La introspección, el examen de los actos y de las creencias que los motivaron no son menos necesarios en el campo de la violencia contraestatal que en el de las violaciones de los derechos humanos o en el de los sectores de las generaciones más recientes que de un modo u otro comparten visiones legitimadoras de aquel pasado. Este examen abre las puertas a la reconciliación entre quienes ya no piensan del mismo modo que en aquel entonces o sobre aquel entonces. Ya no son como en aquel entonces.

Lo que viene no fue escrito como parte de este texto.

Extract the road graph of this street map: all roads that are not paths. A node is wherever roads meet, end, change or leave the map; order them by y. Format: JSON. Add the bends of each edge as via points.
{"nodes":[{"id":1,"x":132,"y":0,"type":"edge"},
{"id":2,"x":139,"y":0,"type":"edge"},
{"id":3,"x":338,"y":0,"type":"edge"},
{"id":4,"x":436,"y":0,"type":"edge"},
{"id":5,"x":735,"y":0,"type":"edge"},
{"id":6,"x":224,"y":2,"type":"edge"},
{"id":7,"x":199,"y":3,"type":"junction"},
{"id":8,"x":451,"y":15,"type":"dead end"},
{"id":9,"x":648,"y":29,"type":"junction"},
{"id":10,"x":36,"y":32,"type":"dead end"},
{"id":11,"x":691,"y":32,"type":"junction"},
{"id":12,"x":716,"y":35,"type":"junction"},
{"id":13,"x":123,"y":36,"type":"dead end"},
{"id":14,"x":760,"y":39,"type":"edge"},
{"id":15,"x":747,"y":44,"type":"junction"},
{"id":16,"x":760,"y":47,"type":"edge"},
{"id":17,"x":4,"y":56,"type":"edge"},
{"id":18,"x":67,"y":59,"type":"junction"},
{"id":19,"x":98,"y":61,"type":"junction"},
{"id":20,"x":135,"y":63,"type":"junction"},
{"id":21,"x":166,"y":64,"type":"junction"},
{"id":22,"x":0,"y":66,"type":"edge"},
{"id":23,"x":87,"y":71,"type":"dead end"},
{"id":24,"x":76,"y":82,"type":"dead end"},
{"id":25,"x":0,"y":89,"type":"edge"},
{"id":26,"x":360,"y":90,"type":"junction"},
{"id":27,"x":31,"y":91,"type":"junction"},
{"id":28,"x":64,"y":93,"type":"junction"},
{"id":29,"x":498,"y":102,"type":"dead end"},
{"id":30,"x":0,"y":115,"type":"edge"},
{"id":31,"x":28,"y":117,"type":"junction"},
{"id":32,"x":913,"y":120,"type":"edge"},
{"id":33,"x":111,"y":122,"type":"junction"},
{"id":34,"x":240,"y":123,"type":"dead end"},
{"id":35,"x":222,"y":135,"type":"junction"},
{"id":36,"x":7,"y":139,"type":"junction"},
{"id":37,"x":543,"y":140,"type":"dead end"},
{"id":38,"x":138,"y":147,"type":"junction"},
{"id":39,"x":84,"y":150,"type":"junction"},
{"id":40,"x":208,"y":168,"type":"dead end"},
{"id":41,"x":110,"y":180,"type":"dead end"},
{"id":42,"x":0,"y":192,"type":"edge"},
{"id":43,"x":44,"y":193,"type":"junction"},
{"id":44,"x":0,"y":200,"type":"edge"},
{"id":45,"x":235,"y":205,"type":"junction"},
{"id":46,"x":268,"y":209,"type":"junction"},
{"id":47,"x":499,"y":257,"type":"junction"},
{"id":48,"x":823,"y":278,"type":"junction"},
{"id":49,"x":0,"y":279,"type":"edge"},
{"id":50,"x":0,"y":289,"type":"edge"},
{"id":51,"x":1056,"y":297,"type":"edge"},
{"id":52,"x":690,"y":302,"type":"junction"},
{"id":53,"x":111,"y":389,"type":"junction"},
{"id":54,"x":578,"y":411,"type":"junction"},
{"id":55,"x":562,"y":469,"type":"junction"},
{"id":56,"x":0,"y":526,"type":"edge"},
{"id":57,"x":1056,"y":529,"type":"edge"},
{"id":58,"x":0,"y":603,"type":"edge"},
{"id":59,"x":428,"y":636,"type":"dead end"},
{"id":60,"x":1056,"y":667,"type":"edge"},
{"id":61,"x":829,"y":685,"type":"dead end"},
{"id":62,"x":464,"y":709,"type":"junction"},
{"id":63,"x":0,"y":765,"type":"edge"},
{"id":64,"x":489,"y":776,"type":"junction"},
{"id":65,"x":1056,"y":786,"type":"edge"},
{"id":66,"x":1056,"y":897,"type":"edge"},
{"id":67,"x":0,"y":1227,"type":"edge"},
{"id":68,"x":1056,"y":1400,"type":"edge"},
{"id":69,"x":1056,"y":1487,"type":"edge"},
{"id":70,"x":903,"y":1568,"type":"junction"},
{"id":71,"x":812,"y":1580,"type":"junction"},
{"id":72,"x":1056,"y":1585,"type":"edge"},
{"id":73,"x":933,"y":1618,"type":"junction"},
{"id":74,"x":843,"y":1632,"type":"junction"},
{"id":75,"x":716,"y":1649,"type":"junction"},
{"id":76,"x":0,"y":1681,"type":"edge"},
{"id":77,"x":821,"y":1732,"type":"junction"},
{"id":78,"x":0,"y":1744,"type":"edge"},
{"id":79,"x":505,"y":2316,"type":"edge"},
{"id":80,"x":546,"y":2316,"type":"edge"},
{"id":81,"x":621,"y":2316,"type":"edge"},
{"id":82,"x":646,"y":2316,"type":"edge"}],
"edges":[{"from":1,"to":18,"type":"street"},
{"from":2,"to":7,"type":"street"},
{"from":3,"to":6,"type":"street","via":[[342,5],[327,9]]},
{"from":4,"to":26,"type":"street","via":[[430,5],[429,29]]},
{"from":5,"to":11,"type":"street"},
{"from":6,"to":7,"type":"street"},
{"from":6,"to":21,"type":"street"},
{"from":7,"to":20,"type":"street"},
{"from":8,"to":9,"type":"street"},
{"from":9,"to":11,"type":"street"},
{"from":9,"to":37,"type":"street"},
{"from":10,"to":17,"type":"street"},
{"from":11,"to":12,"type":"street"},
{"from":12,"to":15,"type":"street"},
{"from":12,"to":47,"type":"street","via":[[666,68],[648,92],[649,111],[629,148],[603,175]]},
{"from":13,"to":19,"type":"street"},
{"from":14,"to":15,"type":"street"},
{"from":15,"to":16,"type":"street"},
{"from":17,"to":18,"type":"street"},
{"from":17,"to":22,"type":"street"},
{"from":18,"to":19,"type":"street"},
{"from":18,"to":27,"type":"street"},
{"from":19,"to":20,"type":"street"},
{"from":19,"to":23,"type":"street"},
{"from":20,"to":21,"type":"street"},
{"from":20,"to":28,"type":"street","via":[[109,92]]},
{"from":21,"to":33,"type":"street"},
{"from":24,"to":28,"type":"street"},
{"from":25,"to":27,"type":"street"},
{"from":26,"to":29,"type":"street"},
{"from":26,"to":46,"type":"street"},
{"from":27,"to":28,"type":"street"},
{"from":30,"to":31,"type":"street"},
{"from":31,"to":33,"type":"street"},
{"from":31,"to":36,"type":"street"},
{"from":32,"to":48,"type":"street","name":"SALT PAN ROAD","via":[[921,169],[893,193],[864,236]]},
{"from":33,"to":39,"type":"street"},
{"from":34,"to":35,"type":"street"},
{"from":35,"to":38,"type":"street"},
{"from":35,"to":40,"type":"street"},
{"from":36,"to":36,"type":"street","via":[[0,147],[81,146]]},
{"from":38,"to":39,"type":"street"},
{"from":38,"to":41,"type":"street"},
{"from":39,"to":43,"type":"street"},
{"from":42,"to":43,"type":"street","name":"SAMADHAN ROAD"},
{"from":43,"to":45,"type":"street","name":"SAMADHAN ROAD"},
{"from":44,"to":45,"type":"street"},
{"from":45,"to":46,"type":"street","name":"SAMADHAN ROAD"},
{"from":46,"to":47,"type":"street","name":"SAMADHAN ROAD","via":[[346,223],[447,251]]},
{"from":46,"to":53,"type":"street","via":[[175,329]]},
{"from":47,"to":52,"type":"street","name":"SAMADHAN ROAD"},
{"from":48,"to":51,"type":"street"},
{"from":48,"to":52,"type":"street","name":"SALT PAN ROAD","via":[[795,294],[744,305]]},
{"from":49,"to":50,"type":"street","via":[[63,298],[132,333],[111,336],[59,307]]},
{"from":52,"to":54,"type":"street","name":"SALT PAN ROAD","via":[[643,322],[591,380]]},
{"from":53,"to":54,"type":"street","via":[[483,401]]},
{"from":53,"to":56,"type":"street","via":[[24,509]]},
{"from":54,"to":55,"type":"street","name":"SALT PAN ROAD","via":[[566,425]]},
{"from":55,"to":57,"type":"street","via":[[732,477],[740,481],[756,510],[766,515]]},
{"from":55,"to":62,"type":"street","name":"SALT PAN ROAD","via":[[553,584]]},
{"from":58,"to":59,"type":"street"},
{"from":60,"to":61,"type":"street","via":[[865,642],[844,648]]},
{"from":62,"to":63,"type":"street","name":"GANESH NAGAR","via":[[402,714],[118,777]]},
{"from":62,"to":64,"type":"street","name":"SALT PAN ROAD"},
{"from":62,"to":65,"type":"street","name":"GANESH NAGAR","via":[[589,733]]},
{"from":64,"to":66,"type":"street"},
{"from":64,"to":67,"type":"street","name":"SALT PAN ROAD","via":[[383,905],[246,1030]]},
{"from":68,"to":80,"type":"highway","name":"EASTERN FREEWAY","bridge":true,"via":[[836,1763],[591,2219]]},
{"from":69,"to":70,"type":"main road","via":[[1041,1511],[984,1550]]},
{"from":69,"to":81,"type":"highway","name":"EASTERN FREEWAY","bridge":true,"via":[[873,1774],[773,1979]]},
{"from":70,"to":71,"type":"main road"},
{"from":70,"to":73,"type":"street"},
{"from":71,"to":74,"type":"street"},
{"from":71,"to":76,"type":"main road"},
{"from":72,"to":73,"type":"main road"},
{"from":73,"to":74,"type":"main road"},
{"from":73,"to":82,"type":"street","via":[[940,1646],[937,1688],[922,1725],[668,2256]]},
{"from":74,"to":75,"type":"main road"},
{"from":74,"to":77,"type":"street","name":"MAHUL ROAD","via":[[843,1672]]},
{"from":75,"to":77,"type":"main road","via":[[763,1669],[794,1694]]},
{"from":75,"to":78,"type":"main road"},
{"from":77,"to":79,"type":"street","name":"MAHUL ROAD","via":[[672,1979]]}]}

Las sociedades sanas saben que para seguir adelante deben haber curado sus heridas, lo que no significa dejar de sufrir. La tragedia de los 70 desgarró a los argentinos. Habremos de aprender a vivir con el duelo y el dolor. Los hechos pasaron, pero sus consecuencias siguen entre nosotros. Es preciso transformar el sufrimiento en carácter para construir, entre todos, una sociedad que no olvide, que no repita errores y que se fortalezca para llevar con entereza todo su pasado. Esto no debería tener nada que ver con una "industria de la memoria", superficial, reiterativa, banalizadora, que encapsule la historia y la tragedia en narrativas parciales. Una memoria convertida en patrimonio común de todos los argentinos está a nuestro alcance, pero es preciso un esfuerzo importante para lograrla.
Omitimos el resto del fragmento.